Vostro affezionatissimo PennaNera

Laicità dello Stato e cultura cristiana

Ave Socii

Sovente il progresso di una società è accostato al principio di laicità dello Stato. Nella nostra cultura, un tale principio è declinato nella celebre formula “libera Chiesa in libero Stato”. Una formula che afferma l’esistenza di due realtà distinte, quella spirituale e quella temporale, aventi pari dignità di essere al mondo. Nessuna delle due, pertanto, dovrebbe piegarsi per cedere più spazio all’altra. Ciascuna delle due dovrebbe influenzare ambiti differenti e non sovrapponibili della cultura umana. Ciascuna delle due dovrebbe rappresentare un arricchimento, per ogni singolo e per la società tutta.

Quanto detto finora, tuttavia, non contrasta col fatto che uno Stato possa difendere e promuovere le tradizioni culturali e religiose del proprio popolo. Per un semplice motivo: non può esistere al mondo un solo popolo senza religione. Tempo addietro, l’Unione Sovietica provò a costruire un sistema basato sull’assenza di qualsiasi riferimento religioso… Sappiamo com’è andata a finire. La laicità è ben altra cosa dall’ateismo. La religione è un fatto culturale e pertanto non può essere negata, nemmeno dallo Stato più autoritario. Se uno Stato può essere laico, di certo un popolo non può esserlo. È pertanto auspicabile che ogni Stato, pur rimanendo fedele al principio di laicità, tuteli la religione caratteristica del proprio popolo. Come si può pretendere che una cultura rispetti la religione e i simboli altrui, quando non riesce a rispettare nemmeno la religione e i simboli propri?

Uno Stato è laico nel momento in cui aggiunge qualcosa, non quando toglie qualcosa alla sua storia. Togliere i crocifissi dalle aule scolastiche rende uno Stato più debole, non più forte. Perché toglie un simbolo che rappresenta la storia di quel popolo. Un popolo non può essere culturalmente neutro, in ambito religioso come in vari altri ambiti. La scelta del neutro non è mai neutra, è sempre una delle tante scelte che genera conseguenze. Non c’è nulla di speciale nello scegliere di adottare la neutralità culturale. Neutri non si nasce, lo si diventa: non importa raggiungere il neutro, ma la via percorsa per raggiungerlo. E se quella via è diretta a togliere invece che aggiungere, il popolo è privato dei suoi riferimenti. Quel popolo non sarà più in grado di confrontarsi alla pari coi popoli di altre culture e, ben presto, finirà per soccombere sotto la sua procurata ignoranza culturale.

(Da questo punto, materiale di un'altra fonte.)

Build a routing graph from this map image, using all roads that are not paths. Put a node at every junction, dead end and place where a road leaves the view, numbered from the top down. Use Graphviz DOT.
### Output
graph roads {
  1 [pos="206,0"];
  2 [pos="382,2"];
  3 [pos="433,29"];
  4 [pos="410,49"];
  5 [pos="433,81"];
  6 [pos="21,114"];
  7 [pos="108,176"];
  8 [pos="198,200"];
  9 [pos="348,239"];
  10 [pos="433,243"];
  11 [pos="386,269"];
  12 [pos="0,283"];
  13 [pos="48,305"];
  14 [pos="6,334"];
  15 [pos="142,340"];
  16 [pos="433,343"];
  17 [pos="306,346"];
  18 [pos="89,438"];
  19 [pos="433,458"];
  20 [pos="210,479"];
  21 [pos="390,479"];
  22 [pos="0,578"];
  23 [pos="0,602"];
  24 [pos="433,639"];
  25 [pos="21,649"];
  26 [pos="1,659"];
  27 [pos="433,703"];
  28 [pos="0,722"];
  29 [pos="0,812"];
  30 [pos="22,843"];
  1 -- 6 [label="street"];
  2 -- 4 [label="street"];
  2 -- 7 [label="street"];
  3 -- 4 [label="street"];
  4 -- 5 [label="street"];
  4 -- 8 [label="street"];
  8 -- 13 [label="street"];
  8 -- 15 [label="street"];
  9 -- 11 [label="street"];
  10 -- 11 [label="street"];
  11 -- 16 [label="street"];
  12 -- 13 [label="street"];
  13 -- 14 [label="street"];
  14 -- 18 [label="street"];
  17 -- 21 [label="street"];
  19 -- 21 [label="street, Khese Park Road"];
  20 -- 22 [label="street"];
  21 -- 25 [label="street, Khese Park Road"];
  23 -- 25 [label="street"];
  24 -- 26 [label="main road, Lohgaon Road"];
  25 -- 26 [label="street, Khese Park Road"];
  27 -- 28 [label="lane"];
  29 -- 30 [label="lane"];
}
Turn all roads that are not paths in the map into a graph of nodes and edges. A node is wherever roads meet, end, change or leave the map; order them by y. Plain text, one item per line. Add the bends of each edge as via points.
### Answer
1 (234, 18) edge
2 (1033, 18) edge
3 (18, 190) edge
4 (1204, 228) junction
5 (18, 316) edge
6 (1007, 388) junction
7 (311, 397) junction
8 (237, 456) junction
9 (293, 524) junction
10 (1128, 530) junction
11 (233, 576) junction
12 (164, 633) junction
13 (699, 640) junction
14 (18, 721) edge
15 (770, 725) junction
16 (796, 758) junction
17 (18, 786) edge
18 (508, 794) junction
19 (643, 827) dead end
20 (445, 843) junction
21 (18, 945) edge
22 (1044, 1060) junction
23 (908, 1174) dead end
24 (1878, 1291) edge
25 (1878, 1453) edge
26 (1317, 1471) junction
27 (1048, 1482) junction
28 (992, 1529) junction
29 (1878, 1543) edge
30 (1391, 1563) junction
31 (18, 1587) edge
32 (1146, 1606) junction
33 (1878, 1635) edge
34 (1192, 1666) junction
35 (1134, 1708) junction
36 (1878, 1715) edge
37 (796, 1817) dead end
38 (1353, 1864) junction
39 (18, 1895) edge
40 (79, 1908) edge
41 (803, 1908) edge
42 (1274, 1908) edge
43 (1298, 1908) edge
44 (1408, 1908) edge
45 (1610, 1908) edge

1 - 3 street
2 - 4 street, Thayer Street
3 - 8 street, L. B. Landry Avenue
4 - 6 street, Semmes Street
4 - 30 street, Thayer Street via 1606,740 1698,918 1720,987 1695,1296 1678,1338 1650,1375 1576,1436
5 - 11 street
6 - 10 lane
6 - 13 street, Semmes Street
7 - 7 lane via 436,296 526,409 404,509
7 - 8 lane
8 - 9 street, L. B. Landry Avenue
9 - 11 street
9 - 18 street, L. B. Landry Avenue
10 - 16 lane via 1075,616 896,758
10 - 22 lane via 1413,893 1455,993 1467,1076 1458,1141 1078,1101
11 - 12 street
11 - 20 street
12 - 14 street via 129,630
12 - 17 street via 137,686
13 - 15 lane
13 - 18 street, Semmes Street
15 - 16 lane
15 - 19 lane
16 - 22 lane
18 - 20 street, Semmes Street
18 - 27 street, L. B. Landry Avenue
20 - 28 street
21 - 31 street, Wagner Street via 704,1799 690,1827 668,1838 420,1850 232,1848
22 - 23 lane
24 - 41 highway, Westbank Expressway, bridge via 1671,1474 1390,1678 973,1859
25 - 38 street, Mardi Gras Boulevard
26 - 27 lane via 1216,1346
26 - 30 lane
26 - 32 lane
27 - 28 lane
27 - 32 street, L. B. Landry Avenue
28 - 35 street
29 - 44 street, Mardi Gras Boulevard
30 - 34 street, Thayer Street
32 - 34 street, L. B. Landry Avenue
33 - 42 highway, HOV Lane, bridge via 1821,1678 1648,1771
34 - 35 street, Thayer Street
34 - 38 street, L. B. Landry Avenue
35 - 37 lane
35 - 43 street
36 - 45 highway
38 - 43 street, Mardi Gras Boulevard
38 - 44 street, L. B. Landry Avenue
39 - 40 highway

L’effetto generato dal percorso tra i riferimenti precedenti e la neutralità attuale non è l’affermazione della neutralità attuale, bensì la negazione dei riferimenti precedenti. Chi diventa neutro rischia di piegarsi a chi neutro non è o non vuole diventarlo. Prima o poi ogni vuoto, anche culturale, deve essere riempito. Il non neutro, infilandosi nel neutro, rischia di determinarne la distruzione. Esistono Stati che, lungi dall’essere laici, potrebbero approfittare della situazione per sottomettere Stati culturalmente indeboliti da una finta laicità. Gli Stati islamici, nei quali la laicità non è certo un tratto qualificante, potrebbero fare della sovrapposizione fra Stato e religione un punto di forza. Qualora ci riuscissero, con che coraggio potremmo poi affermare che il mondo vada ancora nella direzione del progresso?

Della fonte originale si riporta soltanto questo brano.